What is the integral of a family of diffusion processes?

Question

Let $S$ be an infinite subset of $[0,1]$. For all $s \in S$, let W_s(t) be a standard Wiener process.

Definite P(s)_t = \mu(P,s,t) dt + \sigma(P,s,t) dW^s_t

Can we characterize? $$F_t= \int_S P(s)_t ds$$

Answer 1

Here's my take on this,

Let $S_t(s) = \int_0^t \mu(t,S_t,s)dt + \int_0^t \sigma(t,S_t,s)dW_t$

Then, $S_t(s)$ is a normally distributed random variable parametrized by it's expectation and variance.

To see that $S_t(s)$ is normal,

$S_t(s) = \int_0^t \mu(t,S_t,s)dt + \int_0^t \sigma(t,S_t,s)dW_t$,

which is equal to a constant $\int_0^t \mu(t,S_t,s)dt = A + \text{an infinite sum of normal random variables since } dW_t \text{ is distributed }$ $\mathcal N(0,1).$ The sum of normal random variables is again normally distributed, hence, the limit of the sum, the integral, is normally distributed by weak convergence.

$\Bbb E[S_t(s)] = \Bbb E[\int_0^t\mu(t,S_t,s)dt] + \Bbb E[\int_0^t \sigma(t,S_t,s)dW_t]$

$= \int_0^t\mu(t,S_t,s)dt + \int_0^t \sigma(t,S_t,s)\Bbb E[dW_t]$

Where we are able to pass the Expectation operator under the integral by dominated convergence because the integral is a limit of sums, so we can pass the expectation operator through the integral. Also assuming that $\sigma(t,S_t,s)$ is deterministic.
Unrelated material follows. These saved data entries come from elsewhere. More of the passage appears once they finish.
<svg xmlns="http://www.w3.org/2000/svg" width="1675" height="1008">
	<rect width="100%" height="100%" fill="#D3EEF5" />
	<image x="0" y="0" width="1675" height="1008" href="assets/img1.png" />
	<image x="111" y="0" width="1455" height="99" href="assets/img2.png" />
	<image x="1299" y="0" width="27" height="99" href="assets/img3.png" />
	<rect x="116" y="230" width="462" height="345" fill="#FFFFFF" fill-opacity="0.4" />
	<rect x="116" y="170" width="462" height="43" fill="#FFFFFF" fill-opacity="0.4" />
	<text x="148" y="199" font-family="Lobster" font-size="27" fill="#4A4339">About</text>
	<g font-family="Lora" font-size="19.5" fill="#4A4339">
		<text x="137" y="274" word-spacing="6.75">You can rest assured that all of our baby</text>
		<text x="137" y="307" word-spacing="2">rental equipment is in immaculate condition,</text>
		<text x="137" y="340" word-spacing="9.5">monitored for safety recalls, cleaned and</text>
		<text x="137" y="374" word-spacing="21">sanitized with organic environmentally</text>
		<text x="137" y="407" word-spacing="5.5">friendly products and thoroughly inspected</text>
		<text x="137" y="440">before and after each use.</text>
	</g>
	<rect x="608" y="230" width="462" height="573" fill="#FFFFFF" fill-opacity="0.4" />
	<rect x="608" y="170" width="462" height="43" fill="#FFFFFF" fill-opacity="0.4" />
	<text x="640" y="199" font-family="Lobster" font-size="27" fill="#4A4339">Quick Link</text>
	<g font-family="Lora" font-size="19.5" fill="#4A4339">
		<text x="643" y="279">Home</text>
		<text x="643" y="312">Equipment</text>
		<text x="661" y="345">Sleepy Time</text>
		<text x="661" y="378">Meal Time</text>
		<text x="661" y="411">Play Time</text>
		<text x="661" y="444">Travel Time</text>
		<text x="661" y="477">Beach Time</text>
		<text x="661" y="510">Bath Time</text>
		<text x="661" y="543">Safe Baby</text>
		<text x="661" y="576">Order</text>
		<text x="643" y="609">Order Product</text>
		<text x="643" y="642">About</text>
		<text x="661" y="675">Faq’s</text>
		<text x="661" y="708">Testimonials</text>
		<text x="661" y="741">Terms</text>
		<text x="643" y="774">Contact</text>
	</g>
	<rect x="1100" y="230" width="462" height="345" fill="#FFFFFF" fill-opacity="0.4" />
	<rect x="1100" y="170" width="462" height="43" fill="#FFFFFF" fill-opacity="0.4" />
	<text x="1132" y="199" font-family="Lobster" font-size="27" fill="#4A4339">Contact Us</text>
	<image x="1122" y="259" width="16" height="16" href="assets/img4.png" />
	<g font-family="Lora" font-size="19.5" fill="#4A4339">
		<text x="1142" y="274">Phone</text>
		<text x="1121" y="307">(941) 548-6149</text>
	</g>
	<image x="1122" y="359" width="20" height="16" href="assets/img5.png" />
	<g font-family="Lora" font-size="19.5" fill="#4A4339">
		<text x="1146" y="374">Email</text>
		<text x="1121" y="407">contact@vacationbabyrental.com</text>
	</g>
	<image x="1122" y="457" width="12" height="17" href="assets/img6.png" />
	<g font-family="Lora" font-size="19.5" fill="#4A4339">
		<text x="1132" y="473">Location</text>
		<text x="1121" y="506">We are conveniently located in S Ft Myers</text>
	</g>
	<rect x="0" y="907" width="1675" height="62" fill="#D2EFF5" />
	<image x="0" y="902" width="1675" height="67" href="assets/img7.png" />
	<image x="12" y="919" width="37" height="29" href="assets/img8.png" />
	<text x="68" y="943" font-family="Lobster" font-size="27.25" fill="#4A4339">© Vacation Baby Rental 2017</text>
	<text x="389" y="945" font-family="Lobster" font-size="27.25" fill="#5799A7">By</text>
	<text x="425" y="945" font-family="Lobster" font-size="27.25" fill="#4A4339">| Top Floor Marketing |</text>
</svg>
$\Rightarrow \Bbb E[S_t(s)] = \int_0^t\mu(t,S_t,s)dt$ Because $\Bbb E[dW_t] = 0$

Similarly,

$\Bbb E[S_t(s)^2] = \Bbb E[(\int_0^t \sigma(t,S_t,s)dW_t)^2] = \int_0^t \Bbb E[\sigma(t,S_t,s)^2dW_t^2]$ By Ito Isometry.

$\Rightarrow \Bbb E[S_t(s)^2] = \int_0^t \Bbb E[\sigma(t,S_t,s)^2dt] = \int_0^t \sigma(t,S_t,s)^2dt \Rightarrow Var(S_t(s)) = \Bbb E[S_t(s)^2] - \Bbb E[S_t(s)]^2$

I hope that's what you were asking.